I came out, looked at my beautiful creation, and noticed a gap. I sucked in breath through my teeth.
The problem wasn’t so much the gap, but that pieces of my framing had come out of line. This happens in gluing. You clamp it all together straight, you let the glue dry, but as the glue dries, it contracts and things move.
This is where a plane comes in. (Remember, a plane is a useful tool.)
I took a plane, and I started shaving down everything that was out of line. This is an incredibly satisfying process. The worktable and the floor became covered with shavings, but the frame became straight before my eyes.
It is beautiful, and awaits some polyurethane finish as I write this.
There were times when I tried to never repeat what I wrote about. I didn’t want to bore the reader. Well, that was misguided in a number of ways.
The first of which was the arrogant assumption that the reader has so little to do that they remember what I write from one week to the next.
The second was the arrogant assumption that I’d said all that could be said, in the best way it could be said, or that I was even right about the thing the first time.
Readers are busy people. They are smart, so they remember a lot, but they don’t remember everything. Fairly frequently, I am given a compliment on that wonderful column I wrote about X, when I actually didn’t write a column about X. When this happens, I thank the person for the compliment, and thank God for his grace. A person saying something nice to you feels good even if you don’t deserve it.

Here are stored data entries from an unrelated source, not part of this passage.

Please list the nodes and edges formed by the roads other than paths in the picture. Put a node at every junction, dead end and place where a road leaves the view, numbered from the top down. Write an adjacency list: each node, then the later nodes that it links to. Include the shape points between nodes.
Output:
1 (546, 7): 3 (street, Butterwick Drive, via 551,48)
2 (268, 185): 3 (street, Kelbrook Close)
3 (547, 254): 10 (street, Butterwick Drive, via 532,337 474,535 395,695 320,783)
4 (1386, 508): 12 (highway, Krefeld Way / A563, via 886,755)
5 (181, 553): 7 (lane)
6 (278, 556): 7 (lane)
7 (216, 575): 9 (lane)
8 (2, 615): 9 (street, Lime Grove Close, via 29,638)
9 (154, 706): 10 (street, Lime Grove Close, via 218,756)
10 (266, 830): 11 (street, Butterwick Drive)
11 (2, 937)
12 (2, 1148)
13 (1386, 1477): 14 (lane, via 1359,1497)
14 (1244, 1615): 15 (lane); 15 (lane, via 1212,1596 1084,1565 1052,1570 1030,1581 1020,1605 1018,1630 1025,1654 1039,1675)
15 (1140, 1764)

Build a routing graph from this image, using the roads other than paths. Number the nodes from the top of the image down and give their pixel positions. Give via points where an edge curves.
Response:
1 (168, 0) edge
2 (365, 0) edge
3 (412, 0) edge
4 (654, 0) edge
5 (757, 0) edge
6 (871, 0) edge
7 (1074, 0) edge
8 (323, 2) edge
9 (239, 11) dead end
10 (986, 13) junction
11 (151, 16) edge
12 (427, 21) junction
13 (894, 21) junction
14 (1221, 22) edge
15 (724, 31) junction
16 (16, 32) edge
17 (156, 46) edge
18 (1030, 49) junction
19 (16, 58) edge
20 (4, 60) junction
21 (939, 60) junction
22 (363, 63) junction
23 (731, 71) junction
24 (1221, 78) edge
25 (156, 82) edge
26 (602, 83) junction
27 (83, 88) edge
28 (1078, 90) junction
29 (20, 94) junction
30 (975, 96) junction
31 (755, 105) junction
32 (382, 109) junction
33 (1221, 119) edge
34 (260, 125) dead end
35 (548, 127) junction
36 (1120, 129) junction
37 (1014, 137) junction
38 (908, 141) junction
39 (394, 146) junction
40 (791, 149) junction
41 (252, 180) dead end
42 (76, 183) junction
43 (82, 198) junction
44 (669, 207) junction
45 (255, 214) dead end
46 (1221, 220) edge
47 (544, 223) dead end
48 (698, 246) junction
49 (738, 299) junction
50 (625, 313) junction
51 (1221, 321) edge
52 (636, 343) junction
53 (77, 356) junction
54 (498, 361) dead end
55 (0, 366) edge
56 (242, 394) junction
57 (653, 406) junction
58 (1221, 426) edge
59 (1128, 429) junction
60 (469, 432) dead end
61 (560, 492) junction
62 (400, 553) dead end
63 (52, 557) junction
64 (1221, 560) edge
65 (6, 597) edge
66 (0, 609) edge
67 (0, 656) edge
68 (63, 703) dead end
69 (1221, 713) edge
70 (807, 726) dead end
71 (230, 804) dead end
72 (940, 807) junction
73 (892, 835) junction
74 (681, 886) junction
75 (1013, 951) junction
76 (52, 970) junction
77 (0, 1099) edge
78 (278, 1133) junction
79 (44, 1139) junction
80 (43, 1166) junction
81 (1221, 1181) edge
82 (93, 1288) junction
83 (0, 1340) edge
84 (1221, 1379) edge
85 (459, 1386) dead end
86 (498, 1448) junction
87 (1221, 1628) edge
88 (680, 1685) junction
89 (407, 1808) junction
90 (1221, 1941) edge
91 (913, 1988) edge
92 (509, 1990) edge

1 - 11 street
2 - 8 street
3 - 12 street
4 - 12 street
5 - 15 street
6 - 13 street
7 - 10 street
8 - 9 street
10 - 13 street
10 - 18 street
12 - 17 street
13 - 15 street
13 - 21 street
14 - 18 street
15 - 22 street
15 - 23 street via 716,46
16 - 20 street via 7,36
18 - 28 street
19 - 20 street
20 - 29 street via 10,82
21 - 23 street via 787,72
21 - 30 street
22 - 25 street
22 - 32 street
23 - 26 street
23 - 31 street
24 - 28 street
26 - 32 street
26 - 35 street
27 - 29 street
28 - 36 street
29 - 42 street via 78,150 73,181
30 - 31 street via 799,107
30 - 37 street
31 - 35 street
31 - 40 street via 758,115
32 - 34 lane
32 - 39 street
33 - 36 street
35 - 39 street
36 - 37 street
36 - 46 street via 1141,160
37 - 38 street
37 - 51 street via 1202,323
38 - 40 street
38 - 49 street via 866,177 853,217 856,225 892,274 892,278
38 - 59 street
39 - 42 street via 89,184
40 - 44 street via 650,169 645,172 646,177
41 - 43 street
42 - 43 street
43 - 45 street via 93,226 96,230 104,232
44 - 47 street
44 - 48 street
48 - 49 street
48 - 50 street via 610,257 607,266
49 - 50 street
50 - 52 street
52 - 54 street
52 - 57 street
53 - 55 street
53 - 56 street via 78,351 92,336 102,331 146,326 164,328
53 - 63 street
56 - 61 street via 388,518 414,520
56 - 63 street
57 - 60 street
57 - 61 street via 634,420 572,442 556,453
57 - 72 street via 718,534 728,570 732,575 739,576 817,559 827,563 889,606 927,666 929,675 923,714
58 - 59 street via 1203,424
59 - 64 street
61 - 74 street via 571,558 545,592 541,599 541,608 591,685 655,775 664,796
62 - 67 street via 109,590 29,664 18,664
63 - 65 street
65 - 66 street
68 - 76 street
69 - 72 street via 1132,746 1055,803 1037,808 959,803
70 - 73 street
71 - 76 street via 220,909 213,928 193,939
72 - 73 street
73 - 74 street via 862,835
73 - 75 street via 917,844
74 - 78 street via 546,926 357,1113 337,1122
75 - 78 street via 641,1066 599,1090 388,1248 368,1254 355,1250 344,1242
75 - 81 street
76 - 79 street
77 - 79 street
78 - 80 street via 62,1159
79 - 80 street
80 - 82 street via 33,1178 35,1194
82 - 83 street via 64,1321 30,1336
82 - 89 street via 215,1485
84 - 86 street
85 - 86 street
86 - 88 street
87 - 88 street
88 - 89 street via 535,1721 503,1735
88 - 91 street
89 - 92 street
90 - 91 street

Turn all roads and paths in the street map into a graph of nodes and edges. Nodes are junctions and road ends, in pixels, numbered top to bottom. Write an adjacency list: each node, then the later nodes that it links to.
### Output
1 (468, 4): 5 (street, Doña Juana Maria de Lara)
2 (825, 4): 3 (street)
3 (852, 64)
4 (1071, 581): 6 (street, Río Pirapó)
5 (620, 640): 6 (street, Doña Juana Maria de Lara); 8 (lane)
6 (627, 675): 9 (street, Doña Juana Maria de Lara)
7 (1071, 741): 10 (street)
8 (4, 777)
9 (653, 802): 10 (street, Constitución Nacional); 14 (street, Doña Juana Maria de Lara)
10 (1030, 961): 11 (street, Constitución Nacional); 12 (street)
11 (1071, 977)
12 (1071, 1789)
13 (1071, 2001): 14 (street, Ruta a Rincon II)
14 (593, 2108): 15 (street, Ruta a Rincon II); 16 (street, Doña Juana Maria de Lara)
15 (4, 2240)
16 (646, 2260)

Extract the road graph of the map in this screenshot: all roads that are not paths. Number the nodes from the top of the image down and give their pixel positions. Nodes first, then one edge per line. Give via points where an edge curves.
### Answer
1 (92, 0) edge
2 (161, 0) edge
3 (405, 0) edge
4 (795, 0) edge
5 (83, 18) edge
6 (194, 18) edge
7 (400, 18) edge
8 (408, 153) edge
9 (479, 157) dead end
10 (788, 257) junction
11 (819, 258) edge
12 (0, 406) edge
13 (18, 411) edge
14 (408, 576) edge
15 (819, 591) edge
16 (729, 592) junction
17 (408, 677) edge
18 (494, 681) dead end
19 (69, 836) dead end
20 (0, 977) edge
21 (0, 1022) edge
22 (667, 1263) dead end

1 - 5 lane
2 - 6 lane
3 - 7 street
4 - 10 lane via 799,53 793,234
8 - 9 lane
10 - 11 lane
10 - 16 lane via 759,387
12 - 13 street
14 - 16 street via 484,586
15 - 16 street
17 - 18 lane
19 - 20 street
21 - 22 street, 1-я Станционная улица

I began to allow myself to revisit topics. Maybe I’d gotten it all wrong the first time. Maybe I learned something new about the topic. Maybe I’d learned better writing techniques and could approach the topic in a better way.
There are tools in writing just as there are tools in woodworking. Rewriting an essay is like taking a plane to the frame of a cabinet. After you’ve written something but before it goes to print, you need to go in and smooth things out. This involves taking out the words that don’t belong there; adding in some connective supports.
When you send it off to publication, well, it’s done. There doesn’t seem to be an analog for a plane in writing that works after you’ve hit print. You just have to revisit your topic and eat a little crow, sometimes. Make a new cabinet, as it were.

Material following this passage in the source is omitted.